Jaynes cites Zellner and Thornber's experiments comparing the performance of Bayesian vs frequentist methods. Bayes won in both cases, I presume on coverage too. The reason for that was pretty funny: quote, "By the time all necessary provisions for a 'fair' contest have been incorporated into the experiment, all the ingredients of the Bayesian theory (prior distribution, loss function, etc.) will necessarily be present... The simulation can only demonstrate the mathematical theorem." In other words, frequentist confidence coverage might sometimes win on real-world examples like the Avogadro number, but Bayes will win any arranged contests precisely because they're arranged. :-)
To those who feel anti-Bayesian today I recommend Shalizi's blog, and also the following joke I found on the net:
Prior to the birth of Thomas Bayes, the proud parents, Mr Joshua Bayes and Mrs. Ann Carpenter Bayes, had 11 daughters (Anne, Rebecca, Mary, etc). While Mrs. Bayes was pregnant with Thomas, she REALLY, REALLY wanted a son. So they went to the local seer, who placed her hands on Mrs. Bayes' stomach and pronounced that without a doubt, the next baby would be a boy. Well, Mrs. Bayes really, really believed that this next baby would be a boy. So when the baby actually arrived, the actual physical evidence that the baby was a girl was not strong enough to overcome her prior (ahem) belief that the baby would be a boy, and so Joshua and Anne named their new baby daughter Thomas and raised her to be the son they had always wanted.
"Taken together, the calibration results of the previous post and the complete class theorem suggest (to me, anyway) that irrespective of one's philosophical views on frequentism versus Bayesianism, perfect calibration is not possible in full generality for a rational decision-making agent."
Huh? I feel like there's a giant chunk missing just before this paragraph, which seems to have nothing to do with anything you said prior to it.
In my previous post, I alluded to a result that could potentially convince a frequentist to favor Bayesian posterior distributions over confidence intervals. It’s called the complete class theorem, due to a statistician named Abraham Wald. Wald developed the structure of frequentist decision theory and characterized the class of decision rules that have a certain optimality property.
Frequentist decision theory reduces the decision process to its basic constituents, i.e., data, actions, true states, and incurred losses. It connects them using mathematical functions that characterize their dependencies, i.e., the true state determines the probability distribution of the data, the decision rule maps data to a particular action, and the chosen action and true states together determine the incurred loss. To evaluate potential decision rules, frequentist decision theory uses the risk function, which is defined as the expected loss of a decision rule with respect to the data distribution. The risk function therefore maps (decision rule, true state)-pairs to the average loss under a hypothetical infinite replication of the decision problem.
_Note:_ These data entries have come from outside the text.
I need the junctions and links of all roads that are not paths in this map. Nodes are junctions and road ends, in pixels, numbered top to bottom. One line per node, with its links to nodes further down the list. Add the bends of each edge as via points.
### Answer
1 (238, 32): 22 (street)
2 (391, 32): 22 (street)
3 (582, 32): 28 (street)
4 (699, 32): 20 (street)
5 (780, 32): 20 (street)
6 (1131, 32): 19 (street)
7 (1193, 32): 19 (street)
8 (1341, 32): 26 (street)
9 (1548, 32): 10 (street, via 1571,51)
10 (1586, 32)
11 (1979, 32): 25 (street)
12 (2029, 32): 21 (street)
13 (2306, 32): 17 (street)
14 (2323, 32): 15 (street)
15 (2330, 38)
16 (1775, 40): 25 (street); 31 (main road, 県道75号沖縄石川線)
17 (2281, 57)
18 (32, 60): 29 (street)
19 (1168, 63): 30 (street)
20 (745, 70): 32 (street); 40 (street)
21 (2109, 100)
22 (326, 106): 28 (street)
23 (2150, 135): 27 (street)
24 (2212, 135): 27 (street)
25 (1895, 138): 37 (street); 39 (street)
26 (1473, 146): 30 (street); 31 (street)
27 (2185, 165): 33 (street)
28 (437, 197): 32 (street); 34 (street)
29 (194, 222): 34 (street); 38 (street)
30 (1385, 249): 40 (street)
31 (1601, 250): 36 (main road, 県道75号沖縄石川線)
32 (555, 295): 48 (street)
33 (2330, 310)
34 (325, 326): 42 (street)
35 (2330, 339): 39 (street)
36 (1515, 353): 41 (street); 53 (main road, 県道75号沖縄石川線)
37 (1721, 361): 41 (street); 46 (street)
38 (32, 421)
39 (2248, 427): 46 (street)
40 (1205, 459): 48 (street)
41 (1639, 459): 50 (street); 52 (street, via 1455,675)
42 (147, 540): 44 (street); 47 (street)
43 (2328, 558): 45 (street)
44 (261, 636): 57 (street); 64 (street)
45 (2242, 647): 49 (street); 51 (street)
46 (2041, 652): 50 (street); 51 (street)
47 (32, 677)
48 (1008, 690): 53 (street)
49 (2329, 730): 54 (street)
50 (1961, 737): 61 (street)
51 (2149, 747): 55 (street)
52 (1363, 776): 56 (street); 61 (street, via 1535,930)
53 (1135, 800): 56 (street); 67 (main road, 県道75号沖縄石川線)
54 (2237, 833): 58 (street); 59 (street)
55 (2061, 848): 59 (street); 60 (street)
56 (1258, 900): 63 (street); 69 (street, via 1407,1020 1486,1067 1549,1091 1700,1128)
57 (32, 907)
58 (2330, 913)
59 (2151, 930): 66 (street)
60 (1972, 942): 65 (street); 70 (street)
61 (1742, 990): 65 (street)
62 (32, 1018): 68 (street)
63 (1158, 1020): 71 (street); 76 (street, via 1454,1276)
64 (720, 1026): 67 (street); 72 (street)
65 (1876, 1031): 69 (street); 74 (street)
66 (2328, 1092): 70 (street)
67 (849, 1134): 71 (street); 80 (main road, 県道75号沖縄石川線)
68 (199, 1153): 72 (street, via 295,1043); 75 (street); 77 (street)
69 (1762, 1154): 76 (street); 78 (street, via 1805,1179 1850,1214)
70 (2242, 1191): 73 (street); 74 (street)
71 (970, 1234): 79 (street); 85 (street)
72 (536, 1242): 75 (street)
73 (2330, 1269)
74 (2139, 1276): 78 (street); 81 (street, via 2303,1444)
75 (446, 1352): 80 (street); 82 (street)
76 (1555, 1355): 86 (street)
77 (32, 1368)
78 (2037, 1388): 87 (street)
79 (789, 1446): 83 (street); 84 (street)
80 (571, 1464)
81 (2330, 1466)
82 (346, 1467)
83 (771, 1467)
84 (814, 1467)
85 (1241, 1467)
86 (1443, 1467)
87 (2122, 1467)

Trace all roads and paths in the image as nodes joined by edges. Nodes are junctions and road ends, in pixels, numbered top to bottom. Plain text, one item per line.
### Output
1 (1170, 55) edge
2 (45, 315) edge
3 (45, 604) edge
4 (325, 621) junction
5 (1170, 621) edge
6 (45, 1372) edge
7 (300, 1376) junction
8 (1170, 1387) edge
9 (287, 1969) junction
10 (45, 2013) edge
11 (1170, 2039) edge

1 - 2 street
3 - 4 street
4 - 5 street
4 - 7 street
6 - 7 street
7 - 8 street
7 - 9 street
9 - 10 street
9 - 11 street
Since the true state is not known, decision rules must be evaluated over all possible true states. A decision rule is said to be “dominated” if there is another decision rule whose risk is never worse for any possible true state and is better for at least one true state. A decision rule which is not dominated is deemed “admissible”. (This is the optimality property alluded to above.) The punch line is that under some weak conditions, the complete class of admissible decision rules is precisely the class of rules which minimize a Bayesian posterior expected loss.
(This result sparked interest in the Bayesian approach among statisticians in the 1950s. This interest eventually led to the axiomatic decision theory that characterizes rational agents as obeying certain fundamental constraints and proves that they act as if they had a prior distribution and a loss function.)
Taken together, the calibration results of the previous post and the complete class theorem suggest (to me, anyway) that irrespective of one's philosophical views on frequentism versus Bayesianism, perfect calibration is not possible in full generality for a rational decision-making agent.